Compare the unknown value $$x$$ with the known values(Cows and Weeks).

Method 1: Proportion method

Step $$1$$: Compare $$Kgs$$ with Cows. If the number of cows increases then, the quantity of food also increases. So, it is a direct proportion.

Therefore, the proportion is $$30 : x :: 5 : 10$$ ---- ($$1$$)

Step $$2$$: Compare $$Kgs$$ with Weeks. If the number of weeks increases, then the quantity of food also increases. So, it is a direct proportion.

Therefore, the proportion is $$30 : x :: 2 : 5$$ ---- ($$2$$)

Hence, the given problem is in Direct - Direct variation.

Step $$3$$: From equations ($$1$$) and ($$2$$), we have:

$$30:x::\begin{cases}5:10 \\2:5 & \end{cases}$$
We know that The product of the extremes$$=$$ The product of the means
 Extremes Means $$30 : 10$$ $$x : 5$$ $$5$$ $$2$$

$$30 \times 10 \times 5 = x \times 5 \times 2$$

$$\frac{30 \times 10 \times 5}{5 \times 2} = x$$

$$\frac{1500}{10} = x$$

$$150 = x$$

Therefore, the farmer needs $$150 \ kgs$$ of food to feed $$10$$ cows for $$5$$ weeks.

Let us solve the same problem using the multiplicative factor method.

Method 2: Multiplicative factor method

 $$Kgs$$ Cows Weeks $$30$$ $$5$$ $$2$$ $$x$$ $$10$$ $$5$$

Step $$1$$: Compare $$Kgs$$ with Cows.
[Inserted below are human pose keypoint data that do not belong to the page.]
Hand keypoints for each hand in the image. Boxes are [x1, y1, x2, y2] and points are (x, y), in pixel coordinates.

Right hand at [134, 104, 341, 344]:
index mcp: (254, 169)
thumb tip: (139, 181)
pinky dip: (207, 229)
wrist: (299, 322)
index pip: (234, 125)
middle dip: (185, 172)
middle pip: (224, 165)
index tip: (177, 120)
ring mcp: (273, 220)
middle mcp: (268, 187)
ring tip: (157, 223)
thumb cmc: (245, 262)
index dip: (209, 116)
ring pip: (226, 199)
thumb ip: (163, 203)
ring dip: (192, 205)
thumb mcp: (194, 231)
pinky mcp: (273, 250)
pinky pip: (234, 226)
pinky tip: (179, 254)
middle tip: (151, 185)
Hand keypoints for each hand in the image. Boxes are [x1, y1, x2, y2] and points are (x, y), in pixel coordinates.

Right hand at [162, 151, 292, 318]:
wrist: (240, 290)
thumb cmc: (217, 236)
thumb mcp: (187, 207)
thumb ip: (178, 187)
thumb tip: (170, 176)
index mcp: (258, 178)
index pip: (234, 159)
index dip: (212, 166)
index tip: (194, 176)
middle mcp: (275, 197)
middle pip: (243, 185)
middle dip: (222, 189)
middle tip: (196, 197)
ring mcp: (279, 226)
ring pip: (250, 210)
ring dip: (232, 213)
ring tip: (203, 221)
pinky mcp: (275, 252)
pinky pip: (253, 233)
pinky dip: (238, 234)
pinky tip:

If the number of cows increases then, the quantity of food also increases. So, it is a direct proportion.

Therefore, the multiplying factor is $$\frac{10}{5}$$ ---- ($$1$$)
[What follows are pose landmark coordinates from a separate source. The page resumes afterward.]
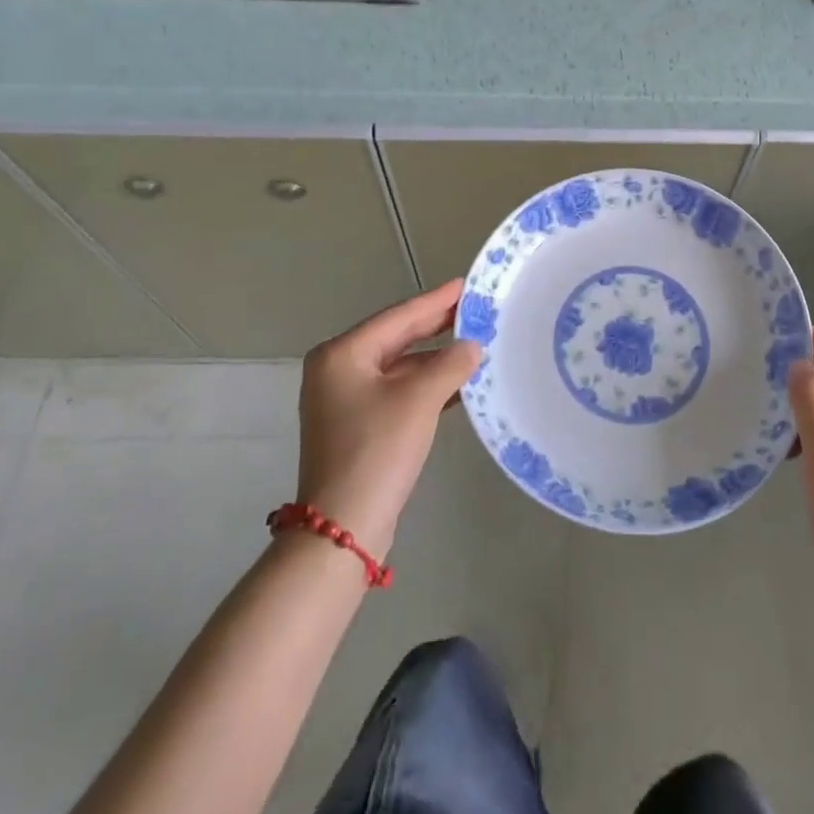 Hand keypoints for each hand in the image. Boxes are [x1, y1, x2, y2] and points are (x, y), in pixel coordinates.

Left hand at [295, 280, 481, 557]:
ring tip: (475, 343)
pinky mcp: (357, 425)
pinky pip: (397, 390)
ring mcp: (344, 399)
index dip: (436, 301)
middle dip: (436, 326)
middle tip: (474, 309)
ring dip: (435, 358)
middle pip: (396, 338)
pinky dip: (425, 384)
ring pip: (399, 366)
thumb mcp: (419, 400)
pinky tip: (458, 383)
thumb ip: (450, 364)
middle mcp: (338, 370)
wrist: (341, 529)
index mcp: (342, 354)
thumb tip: (472, 345)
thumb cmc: (377, 451)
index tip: (466, 284)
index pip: (399, 317)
Step $$2$$: Compare $$Kgs$$ with Weeks. If the number of weeks increases, then the quantity of food also increases. So, it is a direct proportion.
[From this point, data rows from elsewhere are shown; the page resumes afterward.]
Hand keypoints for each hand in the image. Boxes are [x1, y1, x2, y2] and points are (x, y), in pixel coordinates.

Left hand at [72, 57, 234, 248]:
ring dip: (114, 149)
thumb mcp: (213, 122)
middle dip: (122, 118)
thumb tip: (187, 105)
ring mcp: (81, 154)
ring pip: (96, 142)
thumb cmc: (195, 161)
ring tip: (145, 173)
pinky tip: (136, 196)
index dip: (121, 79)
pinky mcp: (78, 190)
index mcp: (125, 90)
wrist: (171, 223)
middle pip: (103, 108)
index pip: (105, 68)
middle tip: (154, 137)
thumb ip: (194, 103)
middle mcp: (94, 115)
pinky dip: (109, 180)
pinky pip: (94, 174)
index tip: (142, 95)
Therefore, the multiplying factor is $$\frac{5}{2}$$ ---- ($$2$$)

Hence, the given problem is in Direct- Direct variation.

Step $$3$$: $$x = 30 \times \frac{10}{5} \times \frac{5}{2}$$

$$x = 150$$

Therefore, the farmer needs $$150 \ kgs$$ of food to feed $$10$$ cows for $$5$$ weeks.

Similarly, we shall solve the problem using the formula method.

Method 3: Formula method

Here, $$P_1 = 5$$, $$D_1 = 2$$, $$W_1 = 30$$

$$P_2 = 10$$, $$D_2 = 5$$, $$W_2 = x$$

Substituting these values in the formula, $$\frac{P_1 \times D_1}{W_1}=\frac{P_2 \times D_2}{W_2}$$, we get:

$$\frac{5 \times 2}{30} = \frac{10 \times 5}{x}$$

$$\frac{10}{30} = \frac{50}{x}$$

$$x = \frac{30 \times 50}{10}$$

$$x = 150$$

Therefore, the farmer needs $$150 \ kgs$$ of food to feed $$10$$ cows for $$5$$ weeks.

Important!
When comparing any of the two quantities and if we get inverse proportion, write the proportion in the reciprocal form(proportion method).

If comparing $$kgs$$ with Weeks, we get inverse variation, and then, we shall write the proportion as: $$30 : x :: 5 : 2$$

Similarly, when comparing any of the two quantities and if we get inverse proportion, there will be no change in the proportion(multiplying factor method).

If comparing $$kgs$$ with Weeks, we get inverse variation, and then the multiplying factor is $$\frac{2}{5}$$.